Recurrence equation: T(1,1) = 1, T(n,1) = 0 for n >= 2; T(n,k) = 0 for k > n; otherwise T(n,k) = floor(k/2)*T(n-1,k) + T(n-1,k-1).
O.g.f. (with an extra 1): A(z) = 1 + Sum_{k >= 1} (x*z)^k/( ( Product_{i = 1..floor((k-1)/2)} (1 - i*z) ) * ( Product_{i = 1..floor(k/2)} (1 - i*z) ) ) = 1 + x*z + x^2*z^2 + (x^2 + x^3)*z^3 + (x^2 + 2*x^3 + x^4)*z^4 + .... satisfies A(z) = 1 + x*z + x^2*z^2/(1 - z)*A(z/(1 - z)).
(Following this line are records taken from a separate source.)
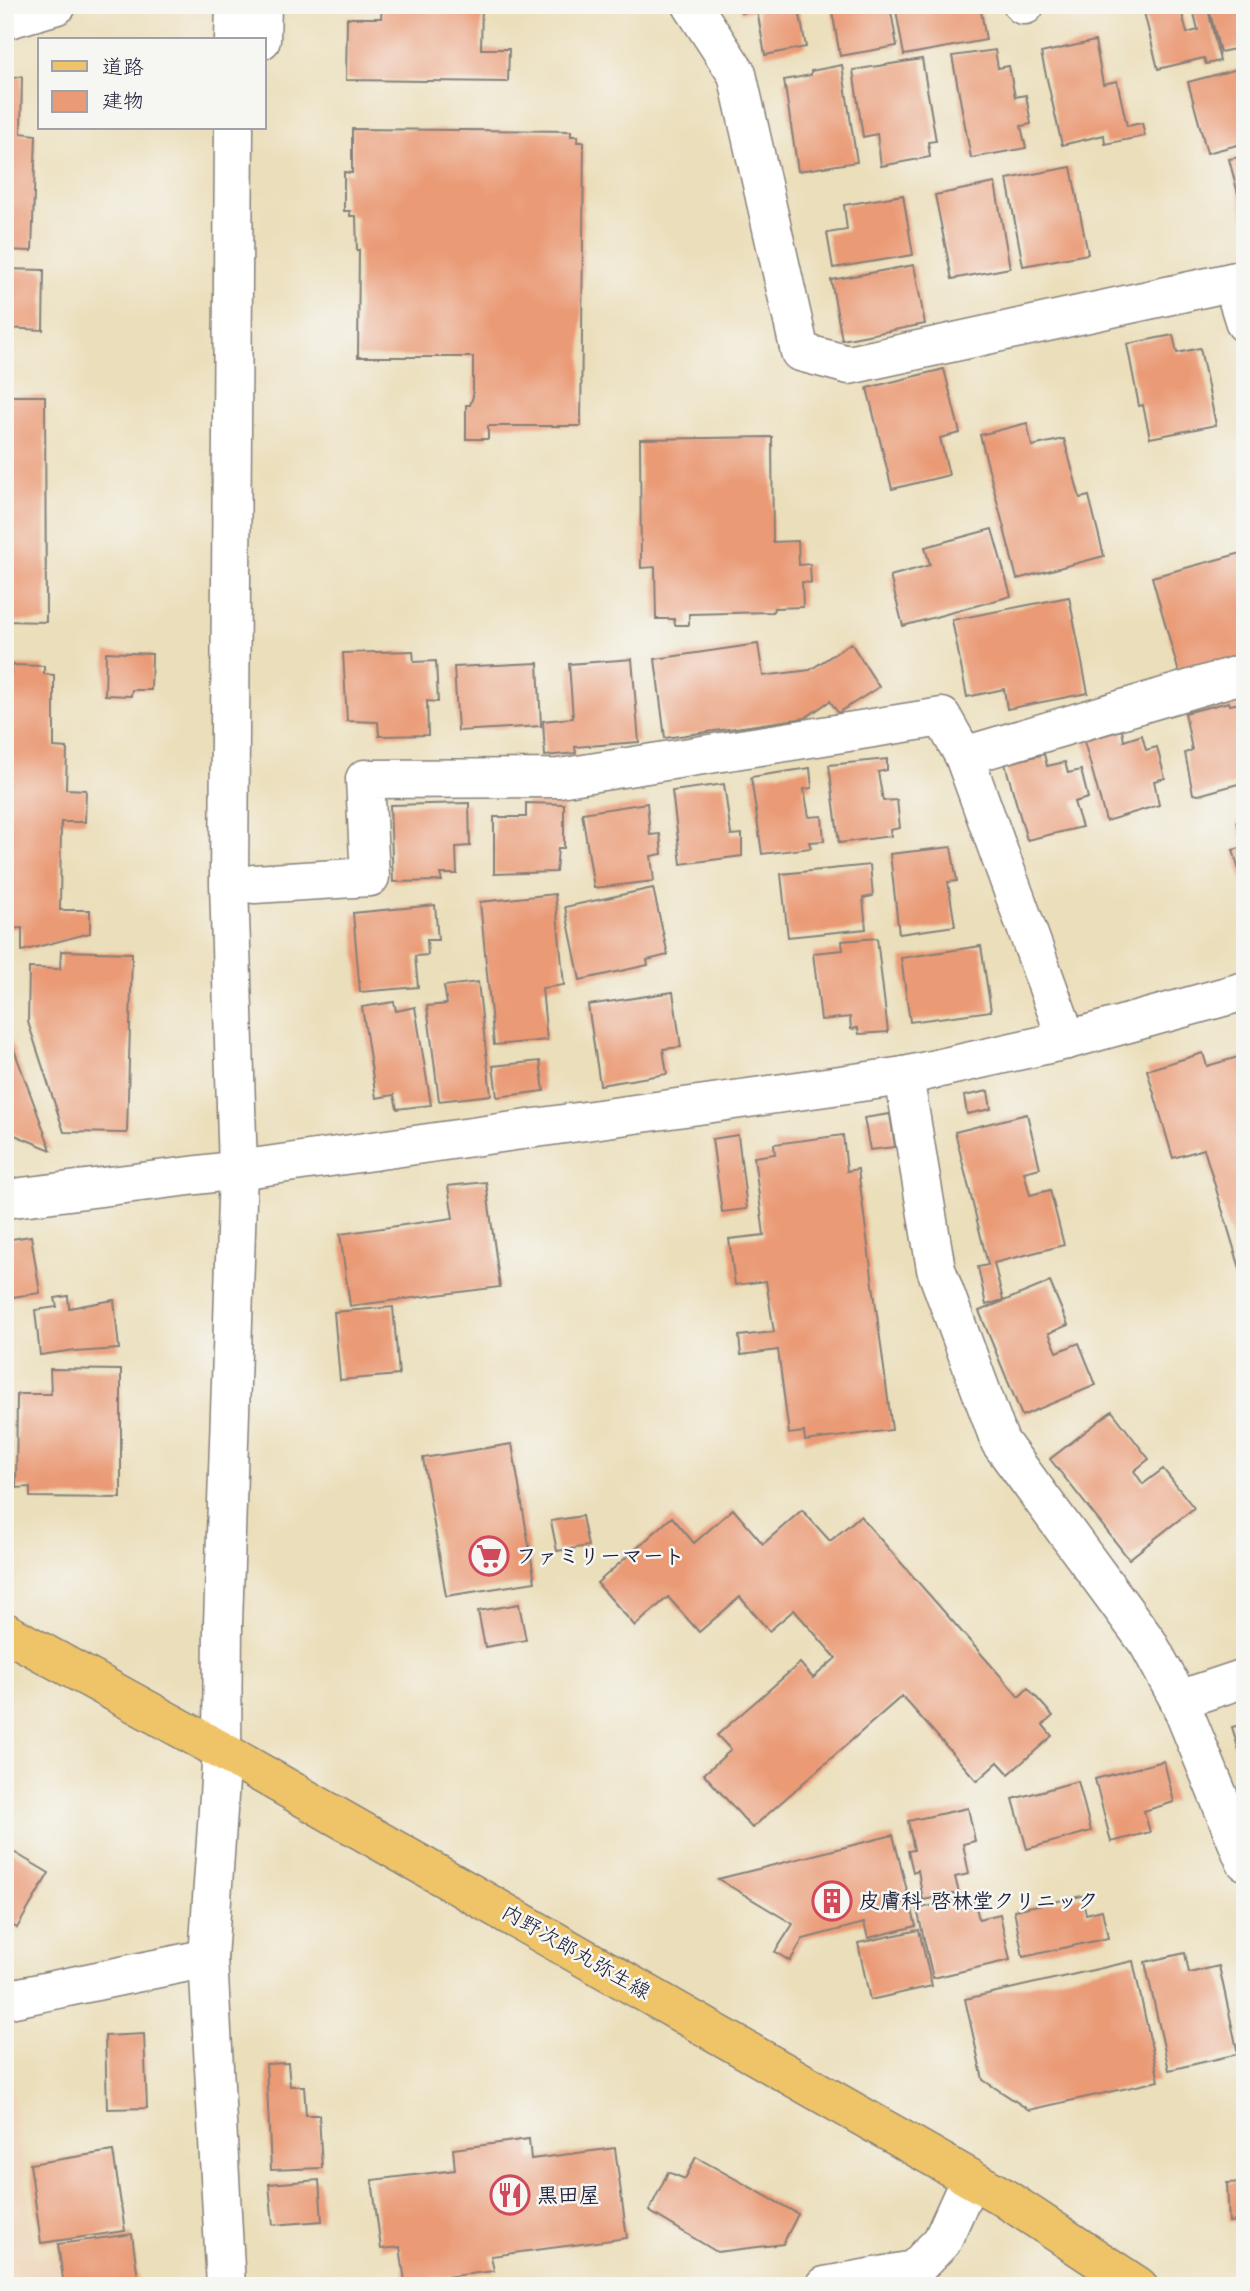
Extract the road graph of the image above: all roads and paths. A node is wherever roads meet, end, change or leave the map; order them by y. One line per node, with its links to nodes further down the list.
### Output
1 (57, 5): 5 (street)
2 (234, 5): 6 (street)
3 (262, 5): 7 (street)
4 (692, 5): 10 (street)
5 (5, 20)
6 (234, 38)
7 (261, 38)
8 (234, 130): 18 (street)
9 (261, 130): 14 (street)
10 (1239, 281): 11 (street)
11 (1245, 323)
12 (1245, 673): 13 (street)
13 (964, 757): 14 (street); 16 (street)
14 (254, 884): 18 (street)
15 (1245, 991): 16 (street)
16 (1067, 1040): 17 (street)
17 (904, 1076): 18 (street); 22 (street)
18 (238, 1153): 19 (street); 23 (street)
19 (5, 1199)
20 (5, 1632): 23 (main road, 内野次郎丸弥生線)
21 (1245, 1678): 22 (street)
22 (1179, 1700): 24 (street)
23 (222, 1751): 25 (street); 27 (main road, 内野次郎丸弥生線)
24 (1243, 1851)
25 (208, 1958): 26 (street); 28 (street)
26 (5, 2000)
27 (970, 2179): 29 (street); 30 (main road, 内野次郎丸弥生線)
28 (226, 2286)
29 (825, 2286)
30 (1138, 2286)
k-th column generating function z^k/( ( Product_{i = 1..floor((k-1)/2)} (1 - i*z) ) * ( Product_{i = 1..floor(k/2)} (1 - i*z) ) ).
Recurrence for row polynomials: R(n,x) = x^2*Sum_{k = 0..n-2} binomial(n-2,k)*R(k,x) with initial conditions R(0,x) = 1 and R(1,x) = x. Compare with the recurrence satisfied by the Bell polynomials: Bell(n,x) = x*Sum_{k = 0..n-1} binomial(n-1,k) * Bell(k,x).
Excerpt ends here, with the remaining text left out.